* WHAT THIS TASK INVOLVES
Scan the entries below and tally the lines that include "grid". Return nothing but the tally.

* SOURCE RECORDS
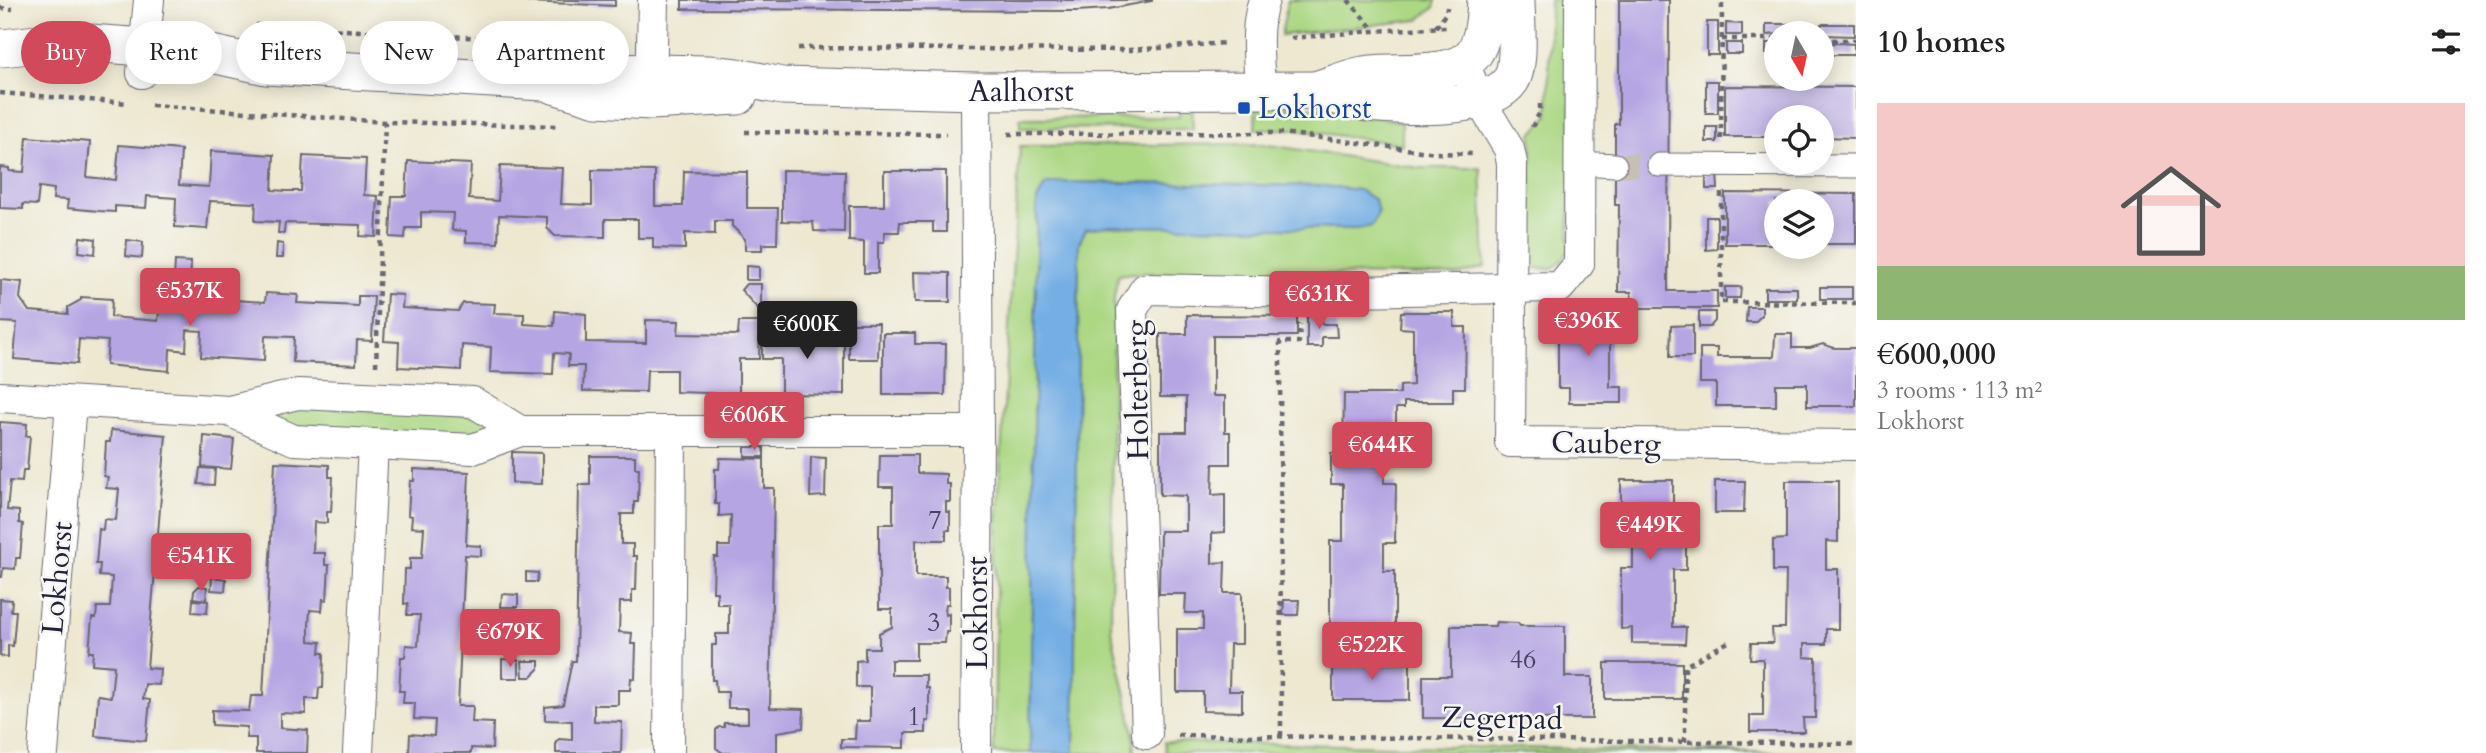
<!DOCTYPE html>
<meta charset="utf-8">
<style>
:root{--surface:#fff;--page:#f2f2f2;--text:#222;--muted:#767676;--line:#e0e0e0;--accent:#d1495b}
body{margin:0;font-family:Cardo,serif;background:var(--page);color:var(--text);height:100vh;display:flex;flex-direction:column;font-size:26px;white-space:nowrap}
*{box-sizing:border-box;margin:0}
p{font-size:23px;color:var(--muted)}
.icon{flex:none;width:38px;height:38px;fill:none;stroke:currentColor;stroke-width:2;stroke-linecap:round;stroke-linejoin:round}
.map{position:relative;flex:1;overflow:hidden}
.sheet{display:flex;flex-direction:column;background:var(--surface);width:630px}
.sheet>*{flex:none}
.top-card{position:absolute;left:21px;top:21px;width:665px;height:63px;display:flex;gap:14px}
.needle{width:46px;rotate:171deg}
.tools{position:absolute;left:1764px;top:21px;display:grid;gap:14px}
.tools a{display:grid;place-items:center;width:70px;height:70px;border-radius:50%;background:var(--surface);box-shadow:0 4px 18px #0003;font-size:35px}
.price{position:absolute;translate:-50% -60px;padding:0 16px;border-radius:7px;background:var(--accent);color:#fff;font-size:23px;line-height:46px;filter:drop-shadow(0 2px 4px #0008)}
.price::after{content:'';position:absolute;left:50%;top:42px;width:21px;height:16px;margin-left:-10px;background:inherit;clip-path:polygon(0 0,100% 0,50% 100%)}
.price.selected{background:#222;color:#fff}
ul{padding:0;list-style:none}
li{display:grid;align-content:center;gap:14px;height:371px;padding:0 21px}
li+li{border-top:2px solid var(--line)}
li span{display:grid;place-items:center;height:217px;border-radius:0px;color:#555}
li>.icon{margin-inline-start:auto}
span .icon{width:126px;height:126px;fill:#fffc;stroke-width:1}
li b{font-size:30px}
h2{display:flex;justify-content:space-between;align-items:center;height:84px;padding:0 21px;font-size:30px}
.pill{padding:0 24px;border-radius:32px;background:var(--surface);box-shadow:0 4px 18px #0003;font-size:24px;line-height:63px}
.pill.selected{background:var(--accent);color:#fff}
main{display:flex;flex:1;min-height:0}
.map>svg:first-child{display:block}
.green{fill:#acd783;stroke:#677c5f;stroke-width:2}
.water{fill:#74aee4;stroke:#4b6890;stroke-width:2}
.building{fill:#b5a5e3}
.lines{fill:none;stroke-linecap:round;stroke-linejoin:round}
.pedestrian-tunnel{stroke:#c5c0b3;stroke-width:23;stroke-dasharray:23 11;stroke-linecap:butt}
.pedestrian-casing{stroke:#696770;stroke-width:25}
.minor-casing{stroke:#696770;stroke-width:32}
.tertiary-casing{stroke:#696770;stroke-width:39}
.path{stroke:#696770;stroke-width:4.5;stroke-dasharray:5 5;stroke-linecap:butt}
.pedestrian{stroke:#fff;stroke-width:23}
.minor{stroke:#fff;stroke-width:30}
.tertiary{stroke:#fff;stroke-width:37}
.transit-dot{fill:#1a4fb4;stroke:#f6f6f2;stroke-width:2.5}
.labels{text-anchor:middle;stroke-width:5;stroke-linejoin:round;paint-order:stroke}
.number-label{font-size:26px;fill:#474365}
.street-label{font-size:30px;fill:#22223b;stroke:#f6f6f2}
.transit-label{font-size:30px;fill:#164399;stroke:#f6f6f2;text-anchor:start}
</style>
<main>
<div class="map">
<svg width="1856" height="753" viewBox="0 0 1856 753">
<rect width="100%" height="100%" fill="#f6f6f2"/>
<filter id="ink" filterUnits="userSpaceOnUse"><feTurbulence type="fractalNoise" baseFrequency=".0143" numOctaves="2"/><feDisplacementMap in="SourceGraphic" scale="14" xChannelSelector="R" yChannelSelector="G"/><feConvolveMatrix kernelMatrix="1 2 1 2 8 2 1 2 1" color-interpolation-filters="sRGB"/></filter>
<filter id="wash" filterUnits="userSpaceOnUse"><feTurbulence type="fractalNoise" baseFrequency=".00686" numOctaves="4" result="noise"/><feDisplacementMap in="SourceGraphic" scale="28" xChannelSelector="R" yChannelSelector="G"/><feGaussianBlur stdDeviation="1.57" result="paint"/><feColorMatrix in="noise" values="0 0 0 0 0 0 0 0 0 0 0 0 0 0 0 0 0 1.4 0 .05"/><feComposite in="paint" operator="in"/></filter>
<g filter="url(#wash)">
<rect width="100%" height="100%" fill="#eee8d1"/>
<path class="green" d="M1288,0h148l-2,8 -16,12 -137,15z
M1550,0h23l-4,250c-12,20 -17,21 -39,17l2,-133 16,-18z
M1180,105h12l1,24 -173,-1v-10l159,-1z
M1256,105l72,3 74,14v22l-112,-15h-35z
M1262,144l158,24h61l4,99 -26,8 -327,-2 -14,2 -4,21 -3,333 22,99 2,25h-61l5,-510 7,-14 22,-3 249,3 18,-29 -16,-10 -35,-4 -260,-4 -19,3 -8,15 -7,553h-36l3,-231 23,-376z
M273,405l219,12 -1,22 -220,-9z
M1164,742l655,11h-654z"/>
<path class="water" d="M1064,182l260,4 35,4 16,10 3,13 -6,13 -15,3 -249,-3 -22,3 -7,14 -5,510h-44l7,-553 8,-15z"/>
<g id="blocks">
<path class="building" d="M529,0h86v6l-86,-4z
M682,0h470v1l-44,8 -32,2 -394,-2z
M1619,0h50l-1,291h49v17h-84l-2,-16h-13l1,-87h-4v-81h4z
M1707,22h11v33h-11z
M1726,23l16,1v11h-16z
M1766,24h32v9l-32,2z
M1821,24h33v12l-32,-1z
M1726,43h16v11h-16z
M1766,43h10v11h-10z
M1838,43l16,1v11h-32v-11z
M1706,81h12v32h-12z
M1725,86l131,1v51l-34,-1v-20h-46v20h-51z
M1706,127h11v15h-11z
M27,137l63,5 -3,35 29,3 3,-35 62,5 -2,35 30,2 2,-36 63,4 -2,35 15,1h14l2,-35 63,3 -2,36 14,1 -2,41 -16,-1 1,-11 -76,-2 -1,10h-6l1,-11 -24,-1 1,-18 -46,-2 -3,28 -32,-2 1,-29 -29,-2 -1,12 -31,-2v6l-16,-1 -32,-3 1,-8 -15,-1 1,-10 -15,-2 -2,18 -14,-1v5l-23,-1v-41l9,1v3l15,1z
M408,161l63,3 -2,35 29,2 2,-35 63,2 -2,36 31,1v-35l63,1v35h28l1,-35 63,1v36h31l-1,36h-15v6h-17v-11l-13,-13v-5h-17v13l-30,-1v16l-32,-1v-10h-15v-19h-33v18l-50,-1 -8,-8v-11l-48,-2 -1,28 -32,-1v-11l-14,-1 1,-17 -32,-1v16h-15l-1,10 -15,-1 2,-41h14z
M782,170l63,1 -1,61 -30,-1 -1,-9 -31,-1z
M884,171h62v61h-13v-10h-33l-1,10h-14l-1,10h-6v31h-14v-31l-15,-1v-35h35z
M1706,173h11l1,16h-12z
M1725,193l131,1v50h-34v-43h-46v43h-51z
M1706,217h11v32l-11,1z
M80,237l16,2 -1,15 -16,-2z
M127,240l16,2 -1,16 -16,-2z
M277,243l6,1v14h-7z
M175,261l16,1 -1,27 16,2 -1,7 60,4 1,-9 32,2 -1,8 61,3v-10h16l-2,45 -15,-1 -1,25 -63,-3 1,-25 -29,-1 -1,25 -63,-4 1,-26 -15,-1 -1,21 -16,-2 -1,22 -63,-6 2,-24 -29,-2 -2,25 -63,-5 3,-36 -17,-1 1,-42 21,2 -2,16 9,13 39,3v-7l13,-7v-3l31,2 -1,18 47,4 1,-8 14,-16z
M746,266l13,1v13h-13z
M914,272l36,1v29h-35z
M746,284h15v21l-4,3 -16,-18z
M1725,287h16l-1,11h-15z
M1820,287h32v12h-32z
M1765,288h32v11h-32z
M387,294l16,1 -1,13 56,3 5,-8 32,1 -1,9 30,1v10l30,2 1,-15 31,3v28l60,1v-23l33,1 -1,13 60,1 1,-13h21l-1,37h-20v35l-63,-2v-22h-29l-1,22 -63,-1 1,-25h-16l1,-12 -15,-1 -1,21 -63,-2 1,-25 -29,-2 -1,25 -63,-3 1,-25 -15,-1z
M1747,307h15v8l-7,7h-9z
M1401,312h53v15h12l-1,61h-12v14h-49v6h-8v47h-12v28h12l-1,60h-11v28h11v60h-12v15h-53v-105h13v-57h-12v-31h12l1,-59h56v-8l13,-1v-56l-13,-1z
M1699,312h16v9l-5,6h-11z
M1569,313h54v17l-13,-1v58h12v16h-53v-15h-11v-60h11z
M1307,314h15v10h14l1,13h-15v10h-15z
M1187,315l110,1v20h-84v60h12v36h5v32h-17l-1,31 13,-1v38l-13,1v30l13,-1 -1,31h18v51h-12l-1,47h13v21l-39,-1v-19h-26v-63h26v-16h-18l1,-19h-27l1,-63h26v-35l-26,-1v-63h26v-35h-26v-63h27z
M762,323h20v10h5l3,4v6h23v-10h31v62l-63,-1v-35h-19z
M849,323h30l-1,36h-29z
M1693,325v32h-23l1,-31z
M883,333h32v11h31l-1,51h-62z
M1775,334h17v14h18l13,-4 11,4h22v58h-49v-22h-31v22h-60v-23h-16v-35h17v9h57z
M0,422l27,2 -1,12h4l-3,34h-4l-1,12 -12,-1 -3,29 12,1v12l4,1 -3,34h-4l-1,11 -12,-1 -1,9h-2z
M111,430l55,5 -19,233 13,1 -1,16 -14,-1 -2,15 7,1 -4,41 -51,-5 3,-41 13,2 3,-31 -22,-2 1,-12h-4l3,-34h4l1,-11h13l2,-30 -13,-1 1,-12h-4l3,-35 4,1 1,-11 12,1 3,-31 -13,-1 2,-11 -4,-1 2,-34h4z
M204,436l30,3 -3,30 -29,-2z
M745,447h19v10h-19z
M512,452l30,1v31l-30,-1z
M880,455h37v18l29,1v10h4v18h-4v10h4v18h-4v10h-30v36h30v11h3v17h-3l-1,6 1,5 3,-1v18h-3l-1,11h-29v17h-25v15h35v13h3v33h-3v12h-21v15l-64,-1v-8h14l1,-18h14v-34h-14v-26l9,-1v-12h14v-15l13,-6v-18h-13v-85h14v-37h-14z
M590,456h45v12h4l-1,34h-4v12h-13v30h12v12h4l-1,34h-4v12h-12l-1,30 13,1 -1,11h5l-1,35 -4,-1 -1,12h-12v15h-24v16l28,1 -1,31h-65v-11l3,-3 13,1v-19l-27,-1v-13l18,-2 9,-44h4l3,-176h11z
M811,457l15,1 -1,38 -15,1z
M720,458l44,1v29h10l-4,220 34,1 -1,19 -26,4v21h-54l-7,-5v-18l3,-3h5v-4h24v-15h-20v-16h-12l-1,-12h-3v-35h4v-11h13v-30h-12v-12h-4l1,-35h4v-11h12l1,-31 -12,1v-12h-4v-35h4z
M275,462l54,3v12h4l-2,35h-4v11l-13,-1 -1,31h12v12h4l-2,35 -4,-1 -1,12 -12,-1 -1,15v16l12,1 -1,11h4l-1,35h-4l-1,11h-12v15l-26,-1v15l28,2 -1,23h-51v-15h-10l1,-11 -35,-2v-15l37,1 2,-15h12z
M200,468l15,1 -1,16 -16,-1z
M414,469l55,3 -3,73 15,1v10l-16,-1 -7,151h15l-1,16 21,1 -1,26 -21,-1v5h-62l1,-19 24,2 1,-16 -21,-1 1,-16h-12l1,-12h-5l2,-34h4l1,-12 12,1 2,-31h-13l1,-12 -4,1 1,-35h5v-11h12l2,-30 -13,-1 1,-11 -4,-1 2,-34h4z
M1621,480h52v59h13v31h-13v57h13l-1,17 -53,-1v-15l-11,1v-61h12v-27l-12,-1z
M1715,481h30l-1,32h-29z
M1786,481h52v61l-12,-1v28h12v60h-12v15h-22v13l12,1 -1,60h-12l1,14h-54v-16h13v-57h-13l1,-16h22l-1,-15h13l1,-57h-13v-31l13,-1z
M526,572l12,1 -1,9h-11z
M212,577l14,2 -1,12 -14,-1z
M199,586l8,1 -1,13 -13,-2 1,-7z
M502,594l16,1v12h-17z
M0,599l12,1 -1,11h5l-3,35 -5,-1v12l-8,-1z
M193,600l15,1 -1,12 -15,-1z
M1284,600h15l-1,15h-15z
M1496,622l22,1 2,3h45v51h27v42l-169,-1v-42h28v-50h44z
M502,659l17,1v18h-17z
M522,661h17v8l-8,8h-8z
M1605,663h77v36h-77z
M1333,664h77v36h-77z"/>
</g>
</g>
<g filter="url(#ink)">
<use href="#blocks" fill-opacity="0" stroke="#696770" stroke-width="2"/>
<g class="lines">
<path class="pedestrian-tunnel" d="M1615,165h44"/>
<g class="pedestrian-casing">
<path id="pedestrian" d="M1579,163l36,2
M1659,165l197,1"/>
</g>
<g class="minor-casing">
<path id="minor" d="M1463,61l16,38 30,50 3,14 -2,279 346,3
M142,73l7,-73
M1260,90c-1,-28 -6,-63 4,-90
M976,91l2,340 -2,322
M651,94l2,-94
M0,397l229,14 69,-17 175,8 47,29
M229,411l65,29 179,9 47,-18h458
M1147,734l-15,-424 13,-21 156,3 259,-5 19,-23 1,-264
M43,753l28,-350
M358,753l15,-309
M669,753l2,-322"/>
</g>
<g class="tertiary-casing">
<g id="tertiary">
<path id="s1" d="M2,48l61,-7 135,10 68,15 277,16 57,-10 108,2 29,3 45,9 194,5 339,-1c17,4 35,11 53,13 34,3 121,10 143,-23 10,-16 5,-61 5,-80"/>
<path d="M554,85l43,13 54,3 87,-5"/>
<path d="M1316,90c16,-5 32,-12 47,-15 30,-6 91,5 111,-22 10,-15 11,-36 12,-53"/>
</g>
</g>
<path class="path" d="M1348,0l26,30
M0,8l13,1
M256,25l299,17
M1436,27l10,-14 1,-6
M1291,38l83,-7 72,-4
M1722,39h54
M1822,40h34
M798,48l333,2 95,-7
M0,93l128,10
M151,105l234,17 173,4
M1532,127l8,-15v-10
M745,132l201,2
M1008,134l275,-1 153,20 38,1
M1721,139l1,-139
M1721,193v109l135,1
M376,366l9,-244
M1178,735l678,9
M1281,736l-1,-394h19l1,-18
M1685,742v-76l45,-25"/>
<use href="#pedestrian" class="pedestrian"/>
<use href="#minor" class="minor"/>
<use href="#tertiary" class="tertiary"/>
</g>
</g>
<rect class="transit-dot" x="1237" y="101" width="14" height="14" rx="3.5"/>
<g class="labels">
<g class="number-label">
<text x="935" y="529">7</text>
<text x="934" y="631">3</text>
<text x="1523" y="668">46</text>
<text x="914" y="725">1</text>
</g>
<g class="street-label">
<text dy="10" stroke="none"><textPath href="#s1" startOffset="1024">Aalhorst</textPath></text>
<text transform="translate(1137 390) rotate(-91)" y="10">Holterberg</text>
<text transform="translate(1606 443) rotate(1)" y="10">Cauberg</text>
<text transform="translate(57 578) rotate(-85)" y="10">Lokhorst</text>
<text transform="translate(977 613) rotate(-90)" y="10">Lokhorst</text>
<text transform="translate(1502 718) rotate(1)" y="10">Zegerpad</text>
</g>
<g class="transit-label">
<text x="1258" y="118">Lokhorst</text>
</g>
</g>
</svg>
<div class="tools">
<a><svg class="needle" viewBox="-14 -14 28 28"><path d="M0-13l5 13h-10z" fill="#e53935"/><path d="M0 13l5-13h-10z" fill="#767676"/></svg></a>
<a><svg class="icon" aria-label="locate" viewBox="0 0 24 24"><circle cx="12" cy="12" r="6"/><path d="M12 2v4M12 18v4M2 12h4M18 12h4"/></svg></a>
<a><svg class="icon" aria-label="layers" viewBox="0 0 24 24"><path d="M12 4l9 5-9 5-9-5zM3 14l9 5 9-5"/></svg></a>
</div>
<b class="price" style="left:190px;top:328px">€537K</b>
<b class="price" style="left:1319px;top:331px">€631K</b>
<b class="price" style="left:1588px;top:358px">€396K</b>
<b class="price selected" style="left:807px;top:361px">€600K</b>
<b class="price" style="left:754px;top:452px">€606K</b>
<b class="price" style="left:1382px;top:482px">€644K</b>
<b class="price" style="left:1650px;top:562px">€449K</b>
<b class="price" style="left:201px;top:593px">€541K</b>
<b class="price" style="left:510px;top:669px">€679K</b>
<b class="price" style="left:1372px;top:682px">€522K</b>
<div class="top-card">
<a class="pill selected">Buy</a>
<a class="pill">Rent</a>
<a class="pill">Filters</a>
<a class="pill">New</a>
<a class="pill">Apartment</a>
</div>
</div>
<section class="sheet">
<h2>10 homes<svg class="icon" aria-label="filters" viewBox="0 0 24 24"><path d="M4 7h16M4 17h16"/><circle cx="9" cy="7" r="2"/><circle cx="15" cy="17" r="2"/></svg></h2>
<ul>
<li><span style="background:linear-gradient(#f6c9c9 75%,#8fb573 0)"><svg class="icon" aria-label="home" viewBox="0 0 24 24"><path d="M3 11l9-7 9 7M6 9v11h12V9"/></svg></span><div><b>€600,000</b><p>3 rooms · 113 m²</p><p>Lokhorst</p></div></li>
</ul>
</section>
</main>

* SOLVED PROBLEM
4